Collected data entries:
#####
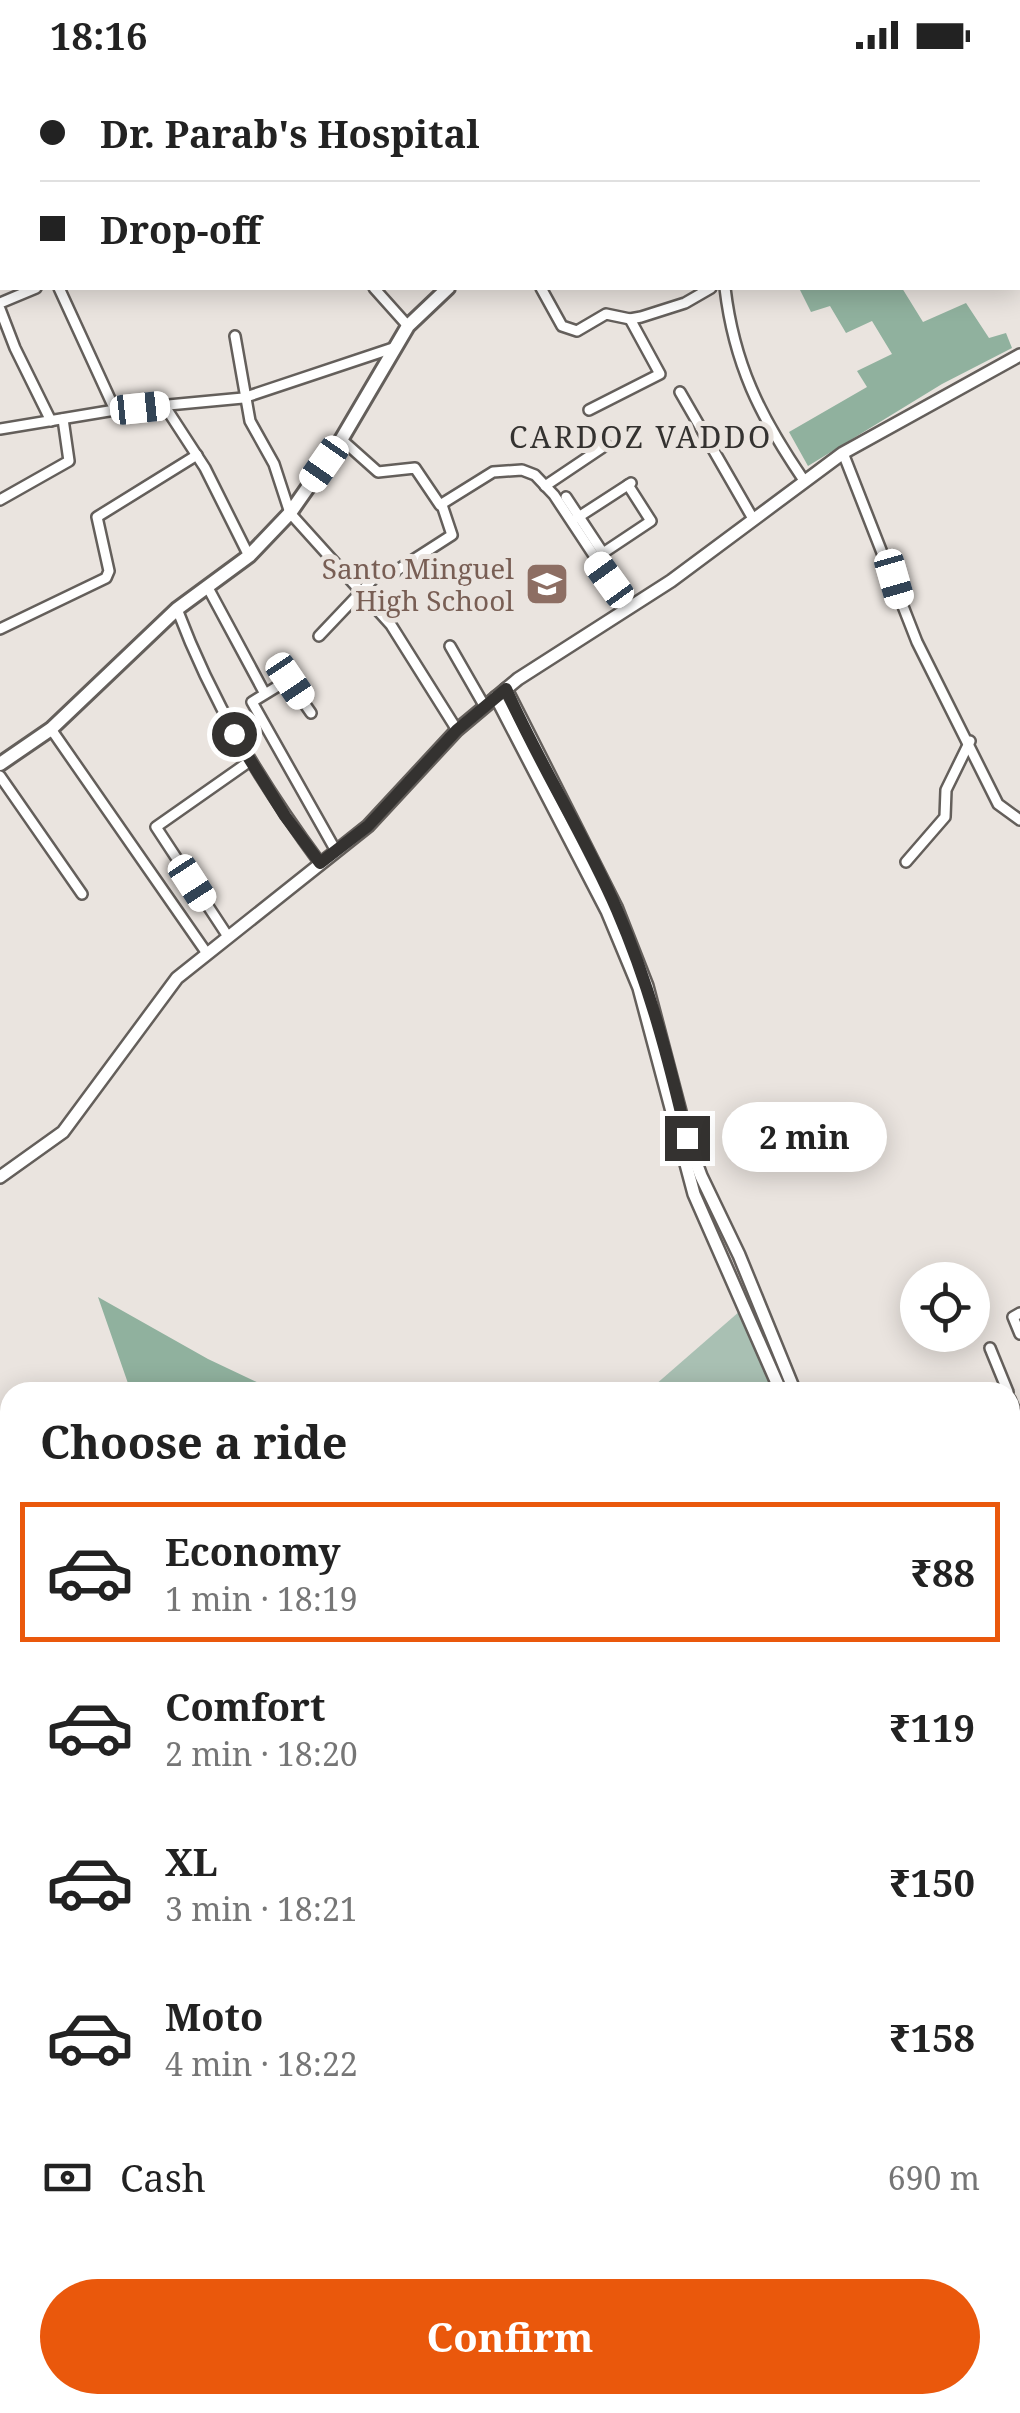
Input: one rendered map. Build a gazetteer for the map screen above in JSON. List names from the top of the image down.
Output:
{
  "districts": ["CARDOZ VADDO"],
  "places": {
    "school or university": ["Santo Minguel High School"]
  },
  "page": {
    "status": "18:16",
    "banner": ["Dr. Parab's Hospital", "Drop-off"],
    "bubble": "2 min",
    "heading": "Choose a ride",
    "list": [
      {
        "name": "Economy",
        "note": "1 min · 18:19",
        "value": "₹88"
      },
      {
        "name": "Comfort",
        "note": "2 min · 18:20",
        "value": "₹119"
      },
      {
        "name": "XL",
        "note": "3 min · 18:21",
        "value": "₹150"
      },
      {
        "name": "Moto",
        "note": "4 min · 18:22",
        "value": "₹158"
      }
    ],
    "pay": ["Cash", "690 m"],
    "buttons": "Confirm"
  }
}
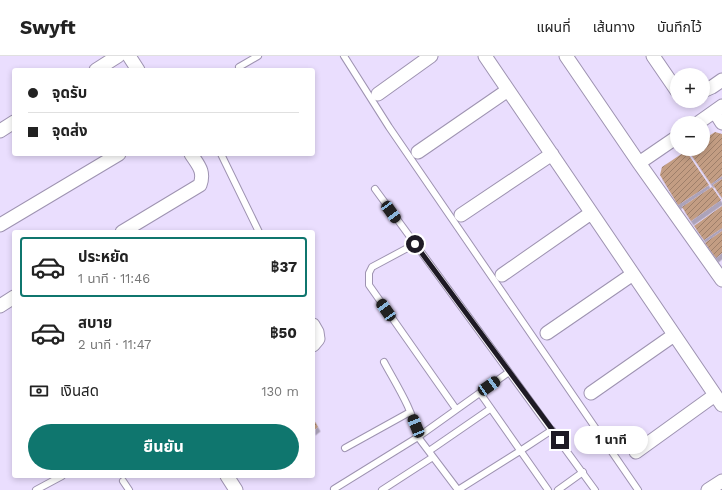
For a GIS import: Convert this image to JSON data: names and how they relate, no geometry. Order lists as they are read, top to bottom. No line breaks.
{"page":{"header":"Swyft","nav":["แผนที่","เส้นทาง","บันทึกไว้"],"map_buttons":["+","−"],"banner":["จุดรับ","จุดส่ง"],"list":[{"name":"ประหยัด","note":"1 นาที · 11:46","value":"฿37"},{"name":"สบาย","note":"2 นาที · 11:47","value":"฿50"}],"pay":["เงินสด","130 m"],"buttons":"ยืนยัน","bubble":"1 นาที"}}
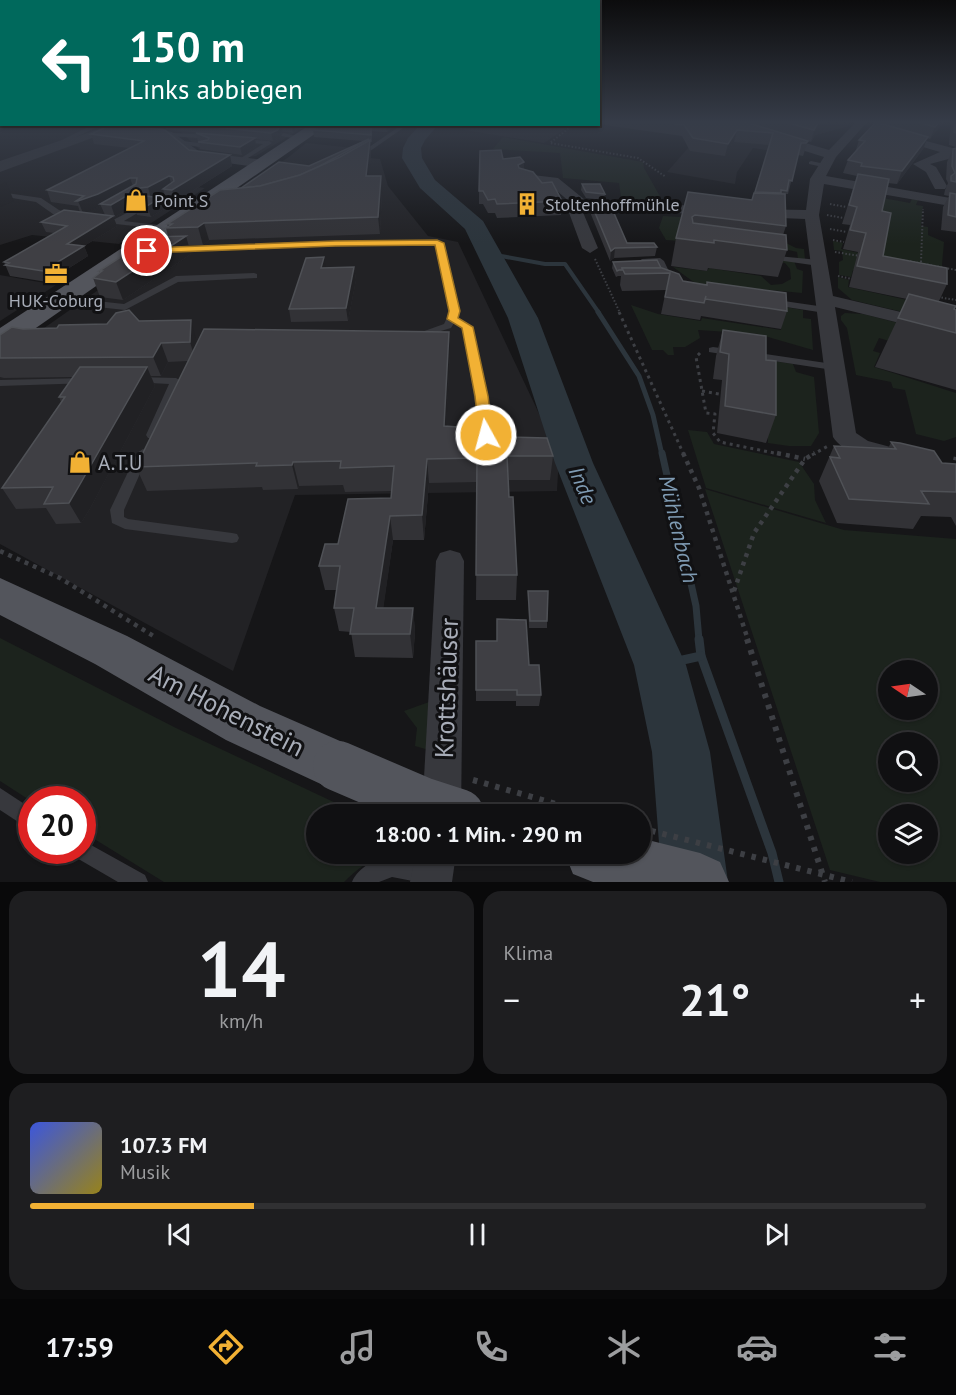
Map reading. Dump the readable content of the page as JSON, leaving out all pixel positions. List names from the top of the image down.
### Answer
#####
### What to produce
Please return the span of lines above that opens with the one containing "Map reading. Dump" and closes with the final line, both included, exactly as written and nothing more.

### Response
Map reading. Dump the readable content of the page as JSON, leaving out all pixel positions. List names from the top of the image down.
### Answer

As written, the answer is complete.